Section 2.05. Holder Lists.
The Trustee shall preserve in as current a form as is reasonably
practicable the most recent list available to it of the names and addresses of
all Holders and shall otherwise comply with TIA ss. 312(a). If the Trustee is
not the Registrar, the Company shall furnish to the Trustee at least seven
Business Days before each interest payment date and at such other times as the
Trustee may request in writing, a list in such form and as of such date as the
Trustee may reasonably require of the names and addresses of the Holders of
Notes and the Company shall otherwise comply with TIA ss. 312(a).

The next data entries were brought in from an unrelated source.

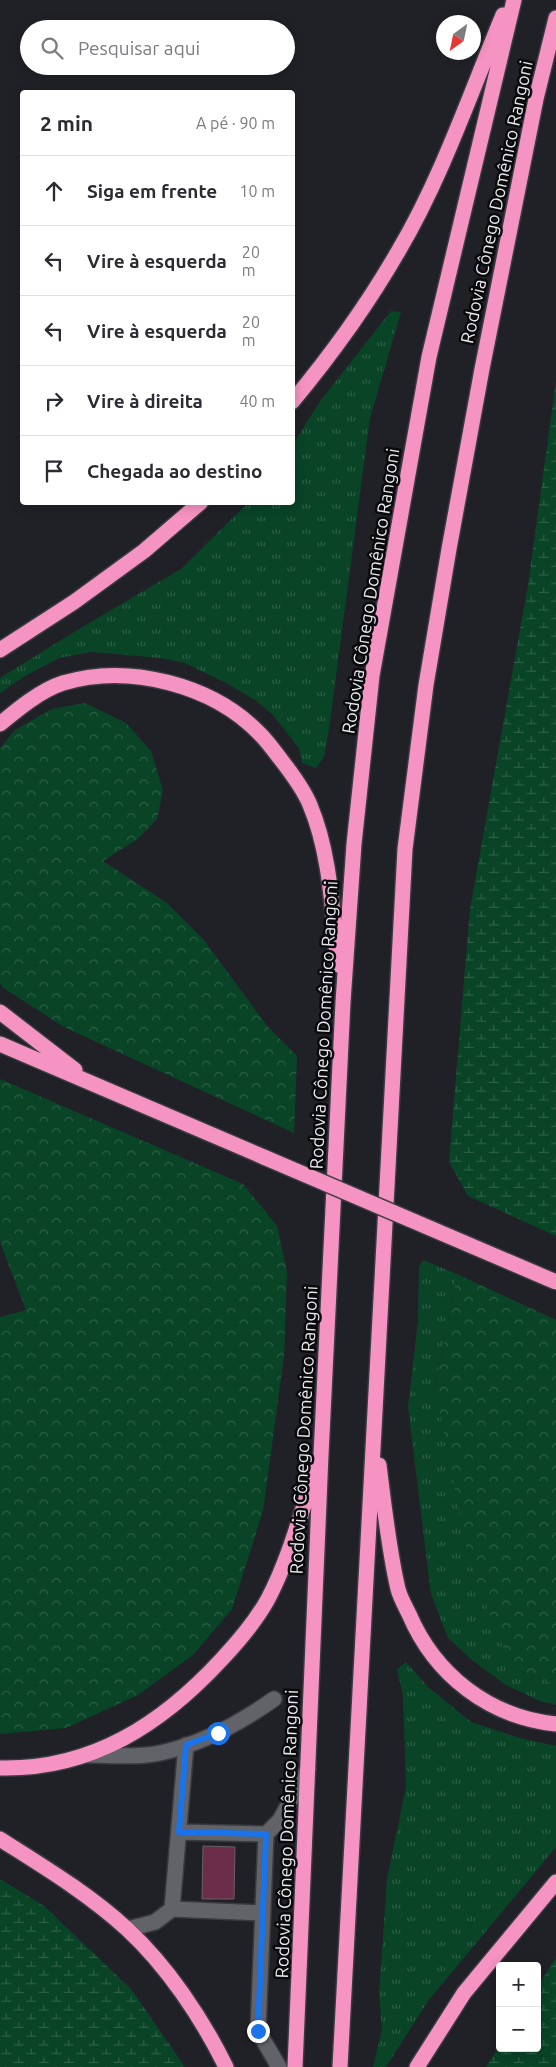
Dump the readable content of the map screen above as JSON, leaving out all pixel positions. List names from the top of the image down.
{
  "streets": {
    "highway": ["Rodovia Cônego Domênico Rangoni"]
  },
  "north": "bottom left",
  "page": {
    "search": "Pesquisar aqui",
    "heading": ["2 min", "A pé · 90 m"],
    "list": [
      ["Siga em frente", "10 m"],
      ["Vire à esquerda", "20 m"],
      ["Vire à esquerda", "20 m"],
      ["Vire à direita", "40 m"],
      "Chegada ao destino"
    ],
    "map_buttons": ["+", "−"]
  }
}
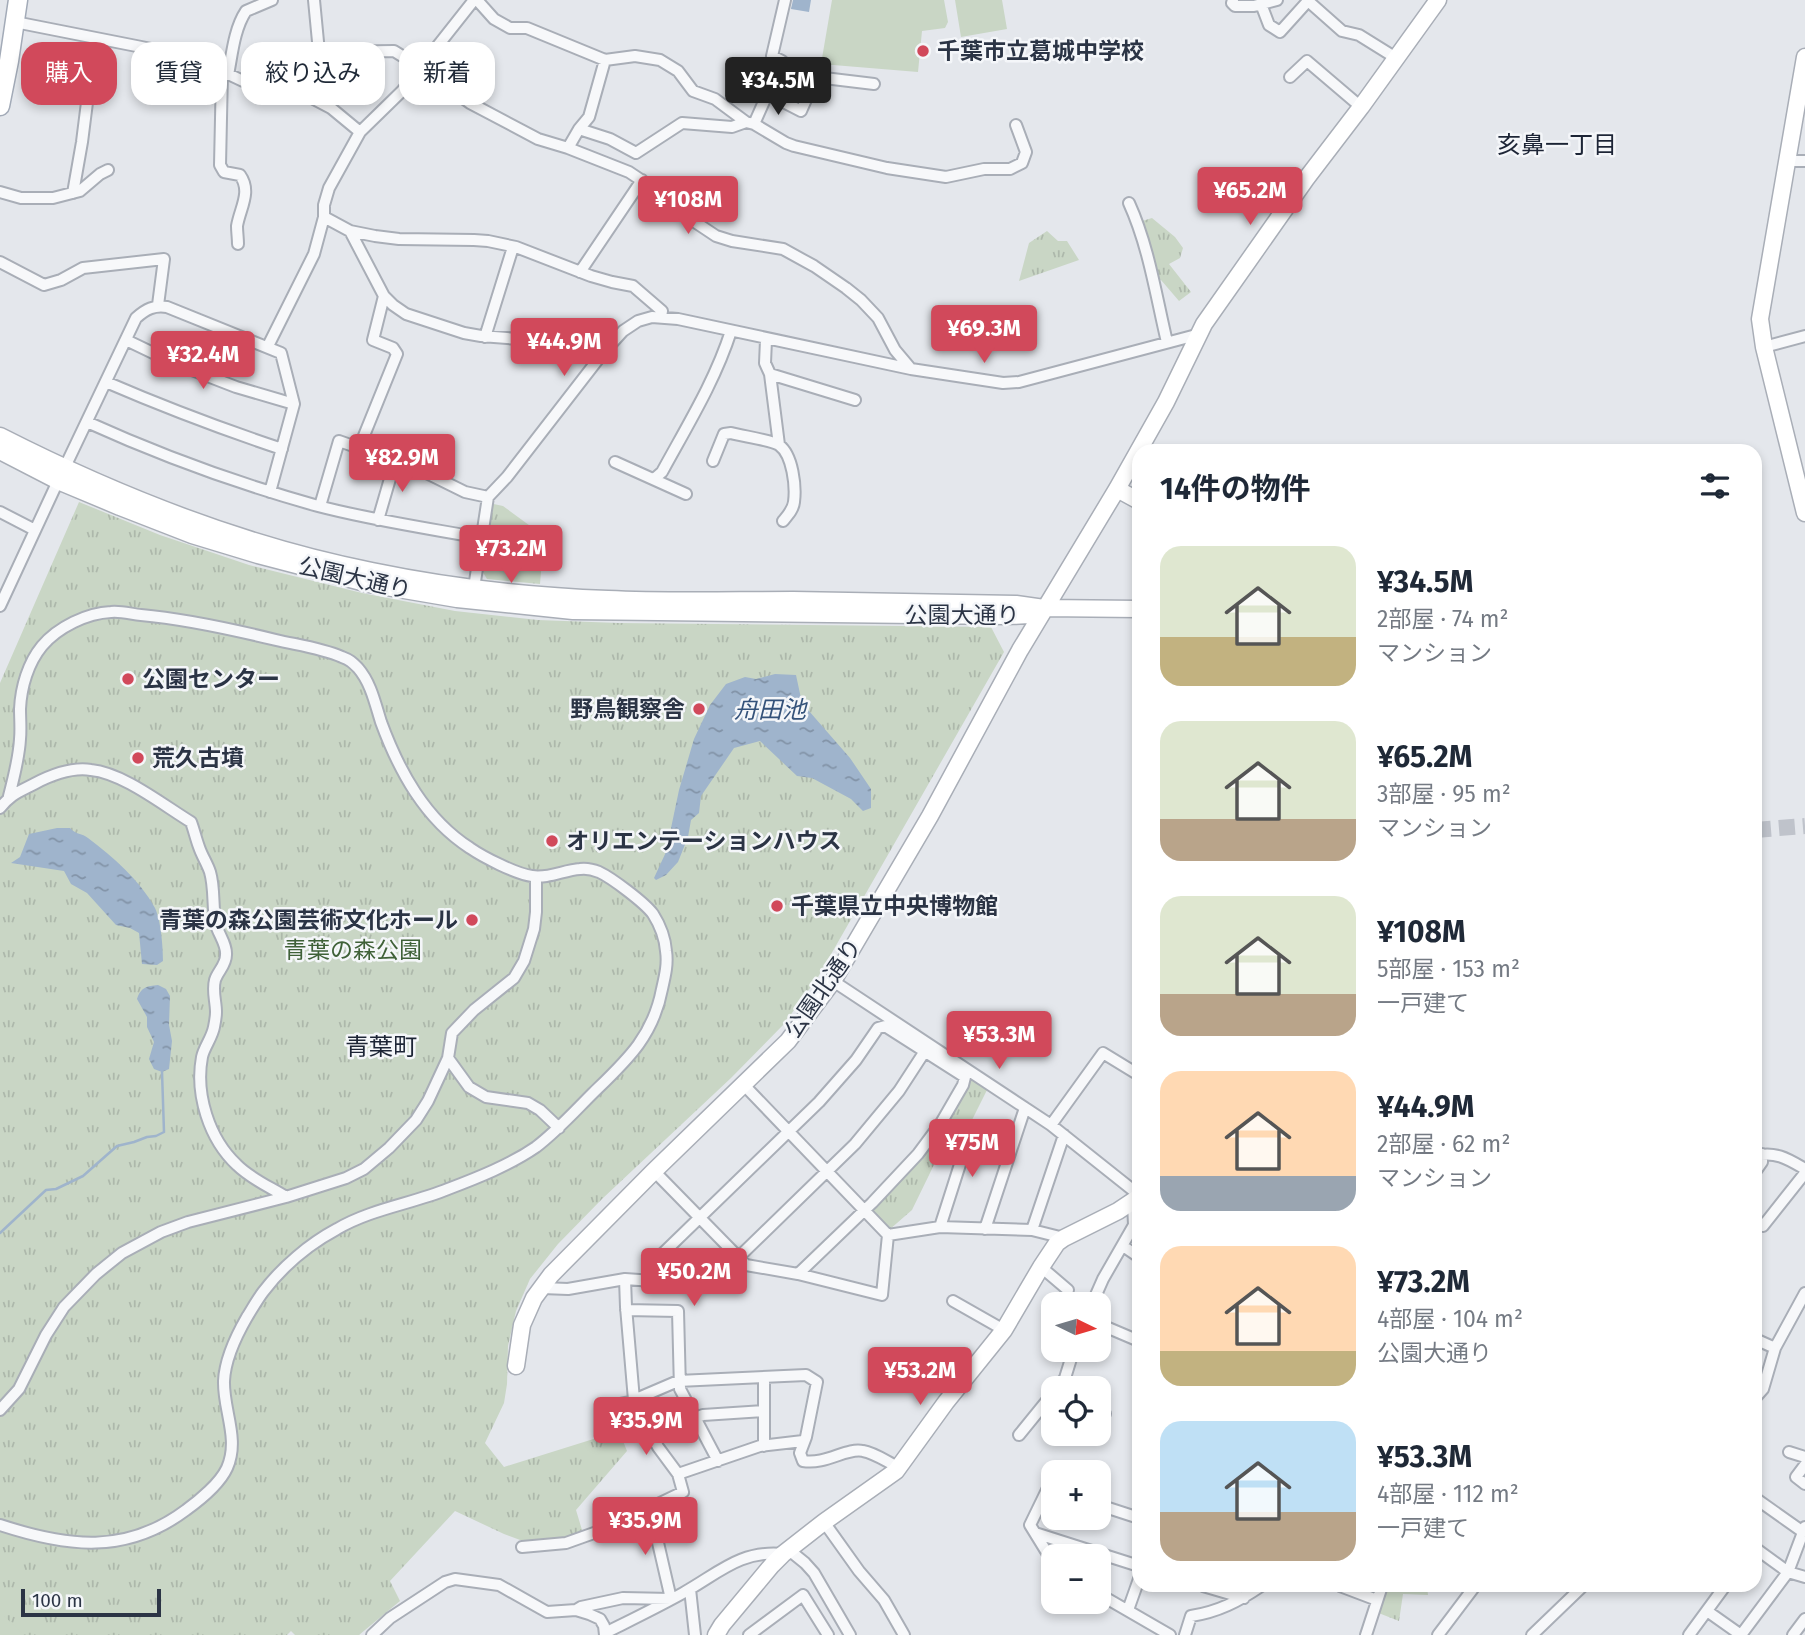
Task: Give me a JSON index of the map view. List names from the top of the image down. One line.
{"streets":{"street":["公園大通り","公園北通り"]},"crossings":[["公園大通り","公園北通り"]],"districts":["亥鼻一丁目","青葉町"],"water":["舟田池"],"parks":["青葉の森公園"],"places":["千葉市立葛城中学校","公園センター","野鳥観察舎","荒久古墳","オリエンテーションハウス","千葉県立中央博物館","青葉の森公園芸術文化ホール"],"scale_bar":"100 m","north":"right","page":{"chip":["購入","賃貸","絞り込み","新着"],"price":["¥34.5M","¥65.2M","¥108M","¥69.3M","¥44.9M","¥32.4M","¥82.9M","¥73.2M","¥53.3M","¥75M","¥50.2M","¥53.2M","¥35.9M","¥35.9M"],"heading":"14件の物件","list":[{"name":"¥34.5M","note":"2部屋 · 74 m² · マンション"},{"name":"¥65.2M","note":"3部屋 · 95 m² · マンション"},{"name":"¥108M","note":"5部屋 · 153 m² · 一戸建て"},{"name":"¥44.9M","note":"2部屋 · 62 m² · マンション"},{"name":"¥73.2M","note":"4部屋 · 104 m² · 公園大通り"},{"name":"¥53.3M","note":"4部屋 · 112 m² · 一戸建て"}],"map_buttons":["+","−"],"scale":"100 m"}}
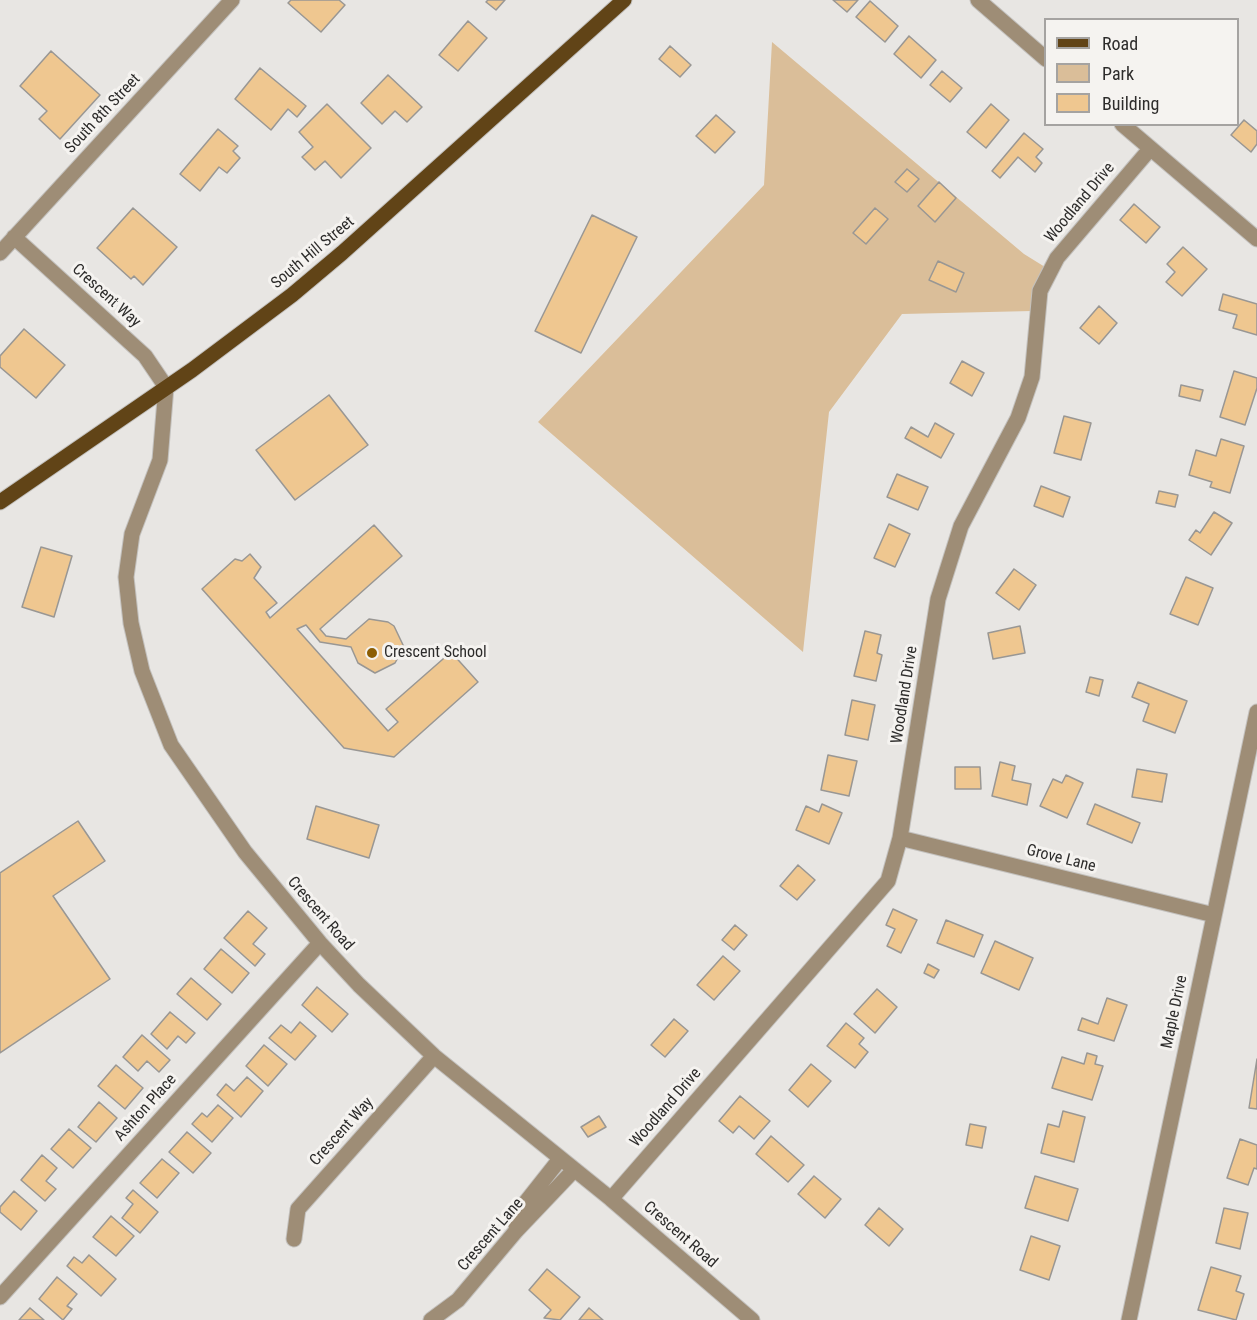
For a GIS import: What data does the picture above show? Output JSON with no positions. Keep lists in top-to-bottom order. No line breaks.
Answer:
{"streets":{"main road":["South Hill Street"],"street":["South 8th Street","Woodland Drive","Crescent Way","Grove Lane","Crescent Road","Maple Drive","Ashton Place","Crescent Lane"]},"crossings":[["South 8th Street","Crescent Way"],["Woodland Drive","Grove Lane"],["Woodland Drive","Crescent Road"],["South Hill Street","Crescent Way"],["South Hill Street","Crescent Road"],["Crescent Way","Crescent Road"],["Grove Lane","Maple Drive"],["Crescent Road","Ashton Place"],["Crescent Road","Crescent Lane"]],"places":["Crescent School"],"legend":["Road","Park","Building"]}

Section 2.06. Transfer and Exchange.
(a) Transfer and Exchange of Global Notes. A Global Note may not
be transferred as a whole except by the Depositary to a nominee of the
Depositary, by a nominee of the Depositary to the Depositary or to another
nominee of the Depositary, or by the Depositary or any such nominee to a
successor Depositary or a nominee of such successor Depositary. All Global Notes
will be exchanged by the Company for Definitive Notes if (i) the Company
delivers to the Trustee notice from the Depositary that it is unwilling or
unable to continue to act as Depositary or that it is no longer a clearing
agency registered under the Exchange Act and, in either case, a successor
Depositary is not appointed by the Company within 120 days after the date of
such notice from the Depositary or (ii) the Company, in its sole discretion,
determines that the Global Notes (in whole but not in part) should be exchanged
for Definitive Notes and delivers a written notice to such effect to the
Trustee. Upon the occurrence of either of the preceding events in clause (i) or
(ii) above, Definitive Notes shall be issued in such names as the Depositary
shall instruct the Trustee. Global Notes also may be exchanged or replaced, in
whole or in part, as provided in Sections 2.07 and 2.10 hereof. Every Note
authenticated and delivered in exchange for, or in lieu of, a Global Note or any
portion thereof, pursuant to this Section 2.06 or Section 2.07 or 2.10 hereof,
shall be authenticated and delivered in the form of, and shall be, a Global
Note. A Global Note may not be exchanged for another Note other than as provided
in this Section 2.06(a), however, beneficial interests in a Global Note may be
transferred and exchanged as provided in Section 2.06(b), (c) or (f) hereof.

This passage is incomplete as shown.